5. Representative Examples and Empirical Results
| Domain | Mass-Conserving Quantity | Methodology | Notable Phenomena/Results |
|---|---|---|---|
| Intracellular signaling | Protein copy number | ALE FEM, McRD equations | Quantitative reproduction of Min oscillations; robust pattern selection |
| Cellular automata (Lenia/NCA) | Lattice mass / visible state sum | MaCE affinity updates | Soliton abundance, intrinsic resource-limited evolution, SOC regularity |
| Coagulation–fragmentation | Particle size distribution sum | Weak solutions, scaling | Existence of self-similar mass-conserving solutions |
| Hydrology models (MCP) | Storage, discharge, losses | Mass-conserving RNN | Physically-constrained generalization to complex catchment dynamics |
| Graph diffusion (Allen–Cahn) | Node occupancy | Variational MBO flows | Maintenance of target mass under phase separation and segmentation |
Tested across these domains, MaCE-based models achieve high-fidelity reproduction of empirical patterns (cellular, hydrological), stability and robustness in numerics (second-order convergence, Lyapunov monotonicity), and superiority or parity in learning efficiency and generalization compared to unconstrained algorithms (Mackenzie et al., 2019, Papadopoulos et al., 16 Jul 2025, Wang et al., 2023, Frey et al., 14 Dec 2025, Lima et al., 19 Jun 2026, Zhang et al., 22 Jun 2026).
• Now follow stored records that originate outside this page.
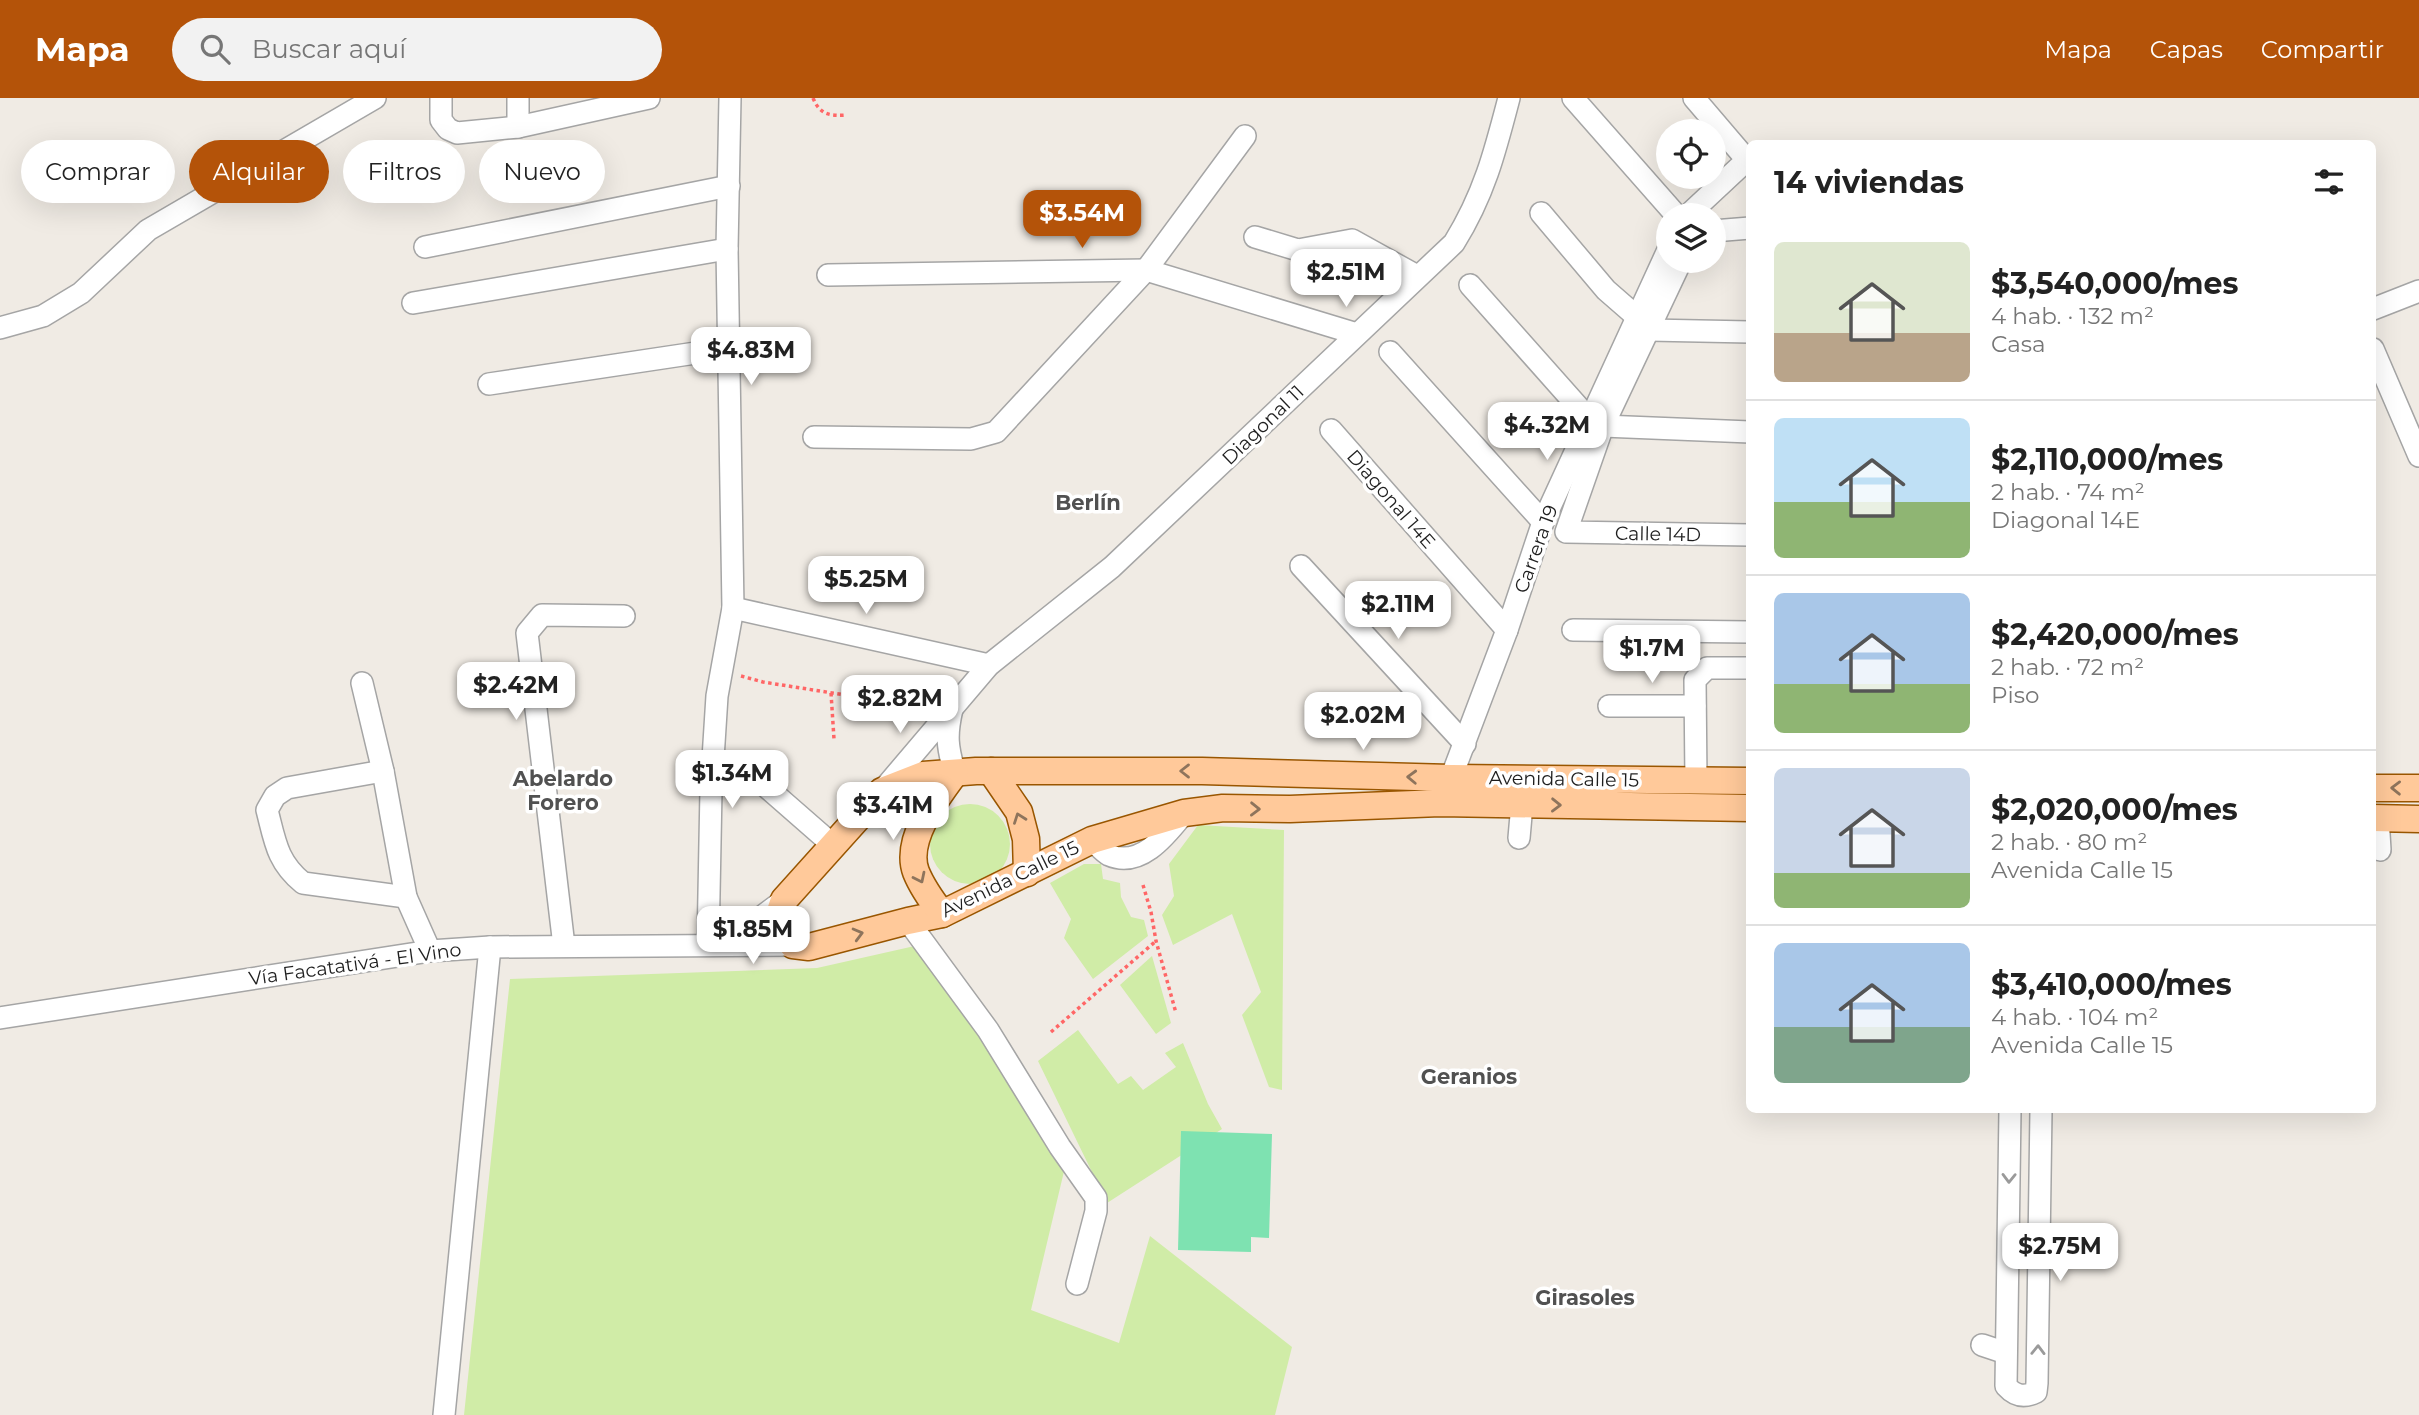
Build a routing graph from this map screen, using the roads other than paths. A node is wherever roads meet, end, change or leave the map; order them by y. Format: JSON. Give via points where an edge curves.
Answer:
{"nodes":[{"id":1,"x":375,"y":98,"type":"edge"},
{"id":2,"x":441,"y":98,"type":"edge"},
{"id":3,"x":518,"y":98,"type":"edge"},
{"id":4,"x":649,"y":98,"type":"edge"},
{"id":5,"x":730,"y":98,"type":"edge"},
{"id":6,"x":1509,"y":98,"type":"edge"},
{"id":7,"x":1573,"y":98,"type":"edge"},
{"id":8,"x":1694,"y":98,"type":"edge"},
{"id":9,"x":607,"y":103,"type":"edge"},
{"id":10,"x":518,"y":127,"type":"junction"},
{"id":11,"x":1245,"y":136,"type":"dead end"},
{"id":12,"x":1746,"y":159,"type":"edge"},
{"id":13,"x":1746,"y":161,"type":"edge"},
{"id":14,"x":729,"y":186,"type":"junction"},
{"id":15,"x":1665,"y":203,"type":"edge"},
{"id":16,"x":1701,"y":203,"type":"edge"},
{"id":17,"x":1541,"y":213,"type":"dead end"},
{"id":18,"x":1746,"y":228,"type":"edge"},
{"id":19,"x":1726,"y":230,"type":"edge"},
{"id":20,"x":1255,"y":237,"type":"dead end"},
{"id":21,"x":425,"y":247,"type":"dead end"},
{"id":22,"x":727,"y":248,"type":"junction"},
{"id":23,"x":1146,"y":270,"type":"junction"},
{"id":24,"x":1660,"y":273,"type":"edge"},
{"id":25,"x":1674,"y":273,"type":"edge"},
{"id":26,"x":828,"y":275,"type":"dead end"},
{"id":27,"x":1417,"y":276,"type":"junction"},
{"id":28,"x":1470,"y":285,"type":"dead end"},
{"id":29,"x":2419,"y":291,"type":"edge"},
{"id":30,"x":413,"y":303,"type":"dead end"},
{"id":31,"x":2376,"y":308,"type":"edge"},
{"id":32,"x":1643,"y":323,"type":"junction"},
{"id":33,"x":0,"y":328,"type":"edge"},
{"id":34,"x":1746,"y":332,"type":"edge"},
{"id":35,"x":1357,"y":334,"type":"junction"},
{"id":36,"x":729,"y":348,"type":"junction"},
{"id":37,"x":1390,"y":352,"type":"dead end"},
{"id":38,"x":2376,"y":356,"type":"edge"},
{"id":39,"x":489,"y":384,"type":"dead end"},
{"id":40,"x":1596,"y":423,"type":"junction"},
{"id":41,"x":1331,"y":430,"type":"dead end"},
{"id":42,"x":1746,"y":432,"type":"edge"},
{"id":43,"x":814,"y":437,"type":"dead end"},
{"id":44,"x":2419,"y":456,"type":"edge"},
{"id":45,"x":1543,"y":522,"type":"junction"},
{"id":46,"x":1746,"y":535,"type":"edge"},
{"id":47,"x":1301,"y":566,"type":"dead end"},
{"id":48,"x":733,"y":608,"type":"junction"},
{"id":49,"x":624,"y":615,"type":"dead end"},
{"id":50,"x":1507,"y":630,"type":"junction"},
{"id":51,"x":1573,"y":630,"type":"dead end"},
{"id":52,"x":1746,"y":632,"type":"edge"},
{"id":53,"x":989,"y":665,"type":"junction"},
{"id":54,"x":1746,"y":668,"type":"edge"},
{"id":55,"x":362,"y":682,"type":"dead end"},
{"id":56,"x":1609,"y":706,"type":"dead end"},
{"id":57,"x":1695,"y":706,"type":"junction"},
{"id":58,"x":952,"y":707,"type":"junction"},
{"id":59,"x":1465,"y":744,"type":"junction"},
{"id":60,"x":383,"y":771,"type":"junction"},
{"id":61,"x":991,"y":771,"type":"junction"},
{"id":62,"x":954,"y":773,"type":"junction"},
{"id":63,"x":1451,"y":778,"type":"junction"},
{"id":64,"x":755,"y":781,"type":"dead end"},
{"id":65,"x":1696,"y":781,"type":"junction"},
{"id":66,"x":1746,"y":781,"type":"edge"},
{"id":67,"x":2376,"y":788,"type":"edge"},
{"id":68,"x":2419,"y":788,"type":"edge"},
{"id":69,"x":882,"y":791,"type":"junction"},
{"id":70,"x":1522,"y":804,"type":"junction"},
{"id":71,"x":1746,"y":808,"type":"edge"},
{"id":72,"x":2376,"y":818,"type":"edge"},
{"id":73,"x":2419,"y":819,"type":"edge"},
{"id":74,"x":1519,"y":838,"type":"dead end"},
{"id":75,"x":834,"y":846,"type":"junction"},
{"id":76,"x":2380,"y":850,"type":"dead end"},
{"id":77,"x":1027,"y":873,"type":"junction"},
{"id":78,"x":406,"y":897,"type":"junction"},
{"id":79,"x":784,"y":901,"type":"junction"},
{"id":80,"x":942,"y":915,"type":"junction"},
{"id":81,"x":908,"y":920,"type":"junction"},
{"id":82,"x":710,"y":945,"type":"junction"},
{"id":83,"x":793,"y":945,"type":"junction"},
{"id":84,"x":564,"y":946,"type":"junction"},
{"id":85,"x":490,"y":947,"type":"junction"},
{"id":86,"x":430,"y":951,"type":"junction"},
{"id":87,"x":0,"y":1018,"type":"edge"},
{"id":88,"x":2010,"y":1113,"type":"edge"},
{"id":89,"x":2041,"y":1113,"type":"edge"},
{"id":90,"x":1077,"y":1284,"type":"dead end"},
{"id":91,"x":1982,"y":1345,"type":"dead end"},
{"id":92,"x":2006,"y":1353,"type":"junction"},
{"id":93,"x":444,"y":1415,"type":"edge"}],
"edges":[{"from":1,"to":33,"type":"street","via":[[148,230],[81,293],[43,316]]},
{"from":2,"to":10,"type":"street","via":[[441,120],[457,134]]},
{"from":3,"to":10,"type":"street"},
{"from":4,"to":9,"type":"street"},
{"from":5,"to":14,"type":"street"},
{"from":6,"to":27,"type":"street","name":"Diagonal 11","via":[[1487,181],[1470,218],[1454,243]]},
{"from":7,"to":15,"type":"street"},
{"from":8,"to":12,"type":"street"},
{"from":9,"to":10,"type":"street"},
{"from":11,"to":23,"type":"street"},
{"from":13,"to":16,"type":"street"},
{"from":14,"to":21,"type":"street"},
{"from":14,"to":22,"type":"street"},
{"from":17,"to":32,"type":"street","via":[[1606,290]]},
{"from":18,"to":19,"type":"street"},
{"from":20,"to":27,"type":"street","via":[[1298,250],[1352,240]]},
{"from":22,"to":30,"type":"street"},
{"from":22,"to":36,"type":"street"},
{"from":23,"to":26,"type":"street"},
{"from":23,"to":35,"type":"street"},
{"from":23,"to":43,"type":"street","via":[[996,432],[971,439]]},
{"from":24,"to":32,"type":"street"},
{"from":25,"to":32,"type":"street"},
{"from":27,"to":35,"type":"street","name":"Diagonal 11"},
{"from":28,"to":40,"type":"street"},
{"from":29,"to":31,"type":"street"},
{"from":32,"to":34,"type":"street"},
{"from":32,"to":40,"type":"street"},
{"from":35,"to":53,"type":"street","name":"Diagonal 11","via":[[1112,567]]},
{"from":36,"to":39,"type":"street"},
{"from":36,"to":48,"type":"street"},
{"from":37,"to":45,"type":"street"},
{"from":38,"to":44,"type":"street"},
{"from":40,"to":42,"type":"street"},
{"from":40,"to":45,"type":"street","name":"Carrera 19"},
{"from":40,"to":46,"type":"street","name":"Calle 14D","via":[[1566,532]]},
{"from":41,"to":50,"type":"street","name":"Diagonal 14E"},
{"from":45,"to":50,"type":"street","name":"Carrera 19"},
{"from":47,"to":59,"type":"street"},
{"from":48,"to":53,"type":"street"},
{"from":48,"to":82,"type":"street","via":[[717,696]]},
{"from":49,"to":84,"type":"street","via":[[542,615],[527,633]]},
{"from":50,"to":59,"type":"street","name":"Carrera 19"},
{"from":51,"to":52,"type":"street"},
{"from":53,"to":58,"type":"street","name":"Diagonal 11"},
{"from":54,"to":57,"type":"street","via":[[1707,668],[1700,673],[1695,680]]},
{"from":55,"to":60,"type":"street"},
{"from":56,"to":57,"type":"street"},
{"from":57,"to":65,"type":"street"},
{"from":58,"to":62,"type":"street","via":[[946,734]]},
{"from":58,"to":69,"type":"street","name":"Diagonal 11"},
{"from":59,"to":63,"type":"street","name":"Carrera 19"},
{"from":60,"to":78,"type":"street"},
{"from":60,"to":78,"type":"street","via":[[287,788],[267,810],[279,856],[303,883]]},
{"from":61,"to":62,"type":"main road","name":"Avenida Calle 15"},
{"from":63,"to":61,"type":"main road","name":"Avenida Calle 15","one_way":true},
{"from":77,"to":61,"type":"main road","one_way":true,"via":[[1019,812]]},
{"from":62,"to":69,"type":"main road","name":"Avenida Calle 15","via":[[923,775]]},
{"from":62,"to":80,"type":"main road","one_way":true,"via":[[928,811],[915,851],[915,869]]},
{"from":63,"to":65,"type":"main road","name":"Avenida Calle 15"},
{"from":64,"to":75,"type":"street"},
{"from":65,"to":66,"type":"main road","name":"Avenida Calle 15"},
{"from":68,"to":67,"type":"main road","one_way":true},
{"from":69,"to":75,"type":"main road","name":"Avenida Calle 15"},
{"from":70,"to":71,"type":"main road","name":"Avenida Calle 15","one_way":true},
{"from":70,"to":74,"type":"street"},
{"from":77,"to":70,"type":"main road","name":"Avenida Calle 15","one_way":true,"via":[[1092,840],[1184,813],[1223,808]]},
{"from":72,"to":73,"type":"main road"},
{"from":72,"to":76,"type":"street"},
{"from":75,"to":79,"type":"main road","name":"Avenida Calle 15"},
{"from":77,"to":80,"type":"main road","name":"Avenida Calle 15"},
{"from":78,"to":86,"type":"street"},
{"from":79,"to":82,"type":"street"},
{"from":79,"to":83,"type":"main road","via":[[778,918],[780,930]]},
{"from":80,"to":81,"type":"main road","name":"Avenida Calle 15"},
{"from":83,"to":81,"type":"main road","name":"Avenida Calle 15","one_way":true,"via":[[810,947]]},
{"from":81,"to":90,"type":"street","via":[[988,1030],[1096,1198]]},
{"from":82,"to":83,"type":"street","name":"Vía Facatativá - El Vino"},
{"from":82,"to":84,"type":"street","name":"Vía Facatativá - El Vino"},
{"from":84,"to":85,"type":"street","name":"Vía Facatativá - El Vino"},
{"from":85,"to":86,"type":"street","name":"Vía Facatativá - El Vino"},
{"from":85,"to":93,"type":"street"},
{"from":86,"to":87,"type":"street","name":"Vía Facatativá - El Vino"},
{"from":88,"to":92,"type":"street","one_way":true},
{"from":92,"to":89,"type":"street","one_way":true,"via":[[2006,1386],[2027,1397],[2036,1392]]},
{"from":91,"to":92,"type":"street"}]}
6. Implications and Future Directions
The MaCE paradigm supports a unified theory for mass-conserving evolution across physical, biological, computational, and algorithmic systems. Key implications include:
- The possibility of replacing ad hoc or phenomenological "open" system models with physically-justified, mass-conserving kernels that admit both analytic tractability and empirical accuracy,
- The use of conservation-imposed inductive biases in learning and search (e.g., evolutionary or gradient-based optimization), which yield richer critical behavior, better parameter regularization, and more interpretable internal dynamics in both synthetic and data-driven settings,
- Extensions toward multiconservation principles (e.g., energy, information), networked or nonlocal conservation, and open-ended evolution within CA frameworks,
- New connections between mesoscale geometrical laws (curvature-driven motion, von Neumann laws) and conservation-saturated nonlinear PDEs.
A plausible implication is that the MaCE principle serves as a minimal yet highly effective mechanism for the emergence of self-organization, criticality, and robust information processing in a broad array of natural and artificial systems, and will continue to inform both model construction and theoretical analysis across disciplines (Papadopoulos et al., 16 Jul 2025, Frey et al., 14 Dec 2025, Wang et al., 2023, Zhang et al., 22 Jun 2026).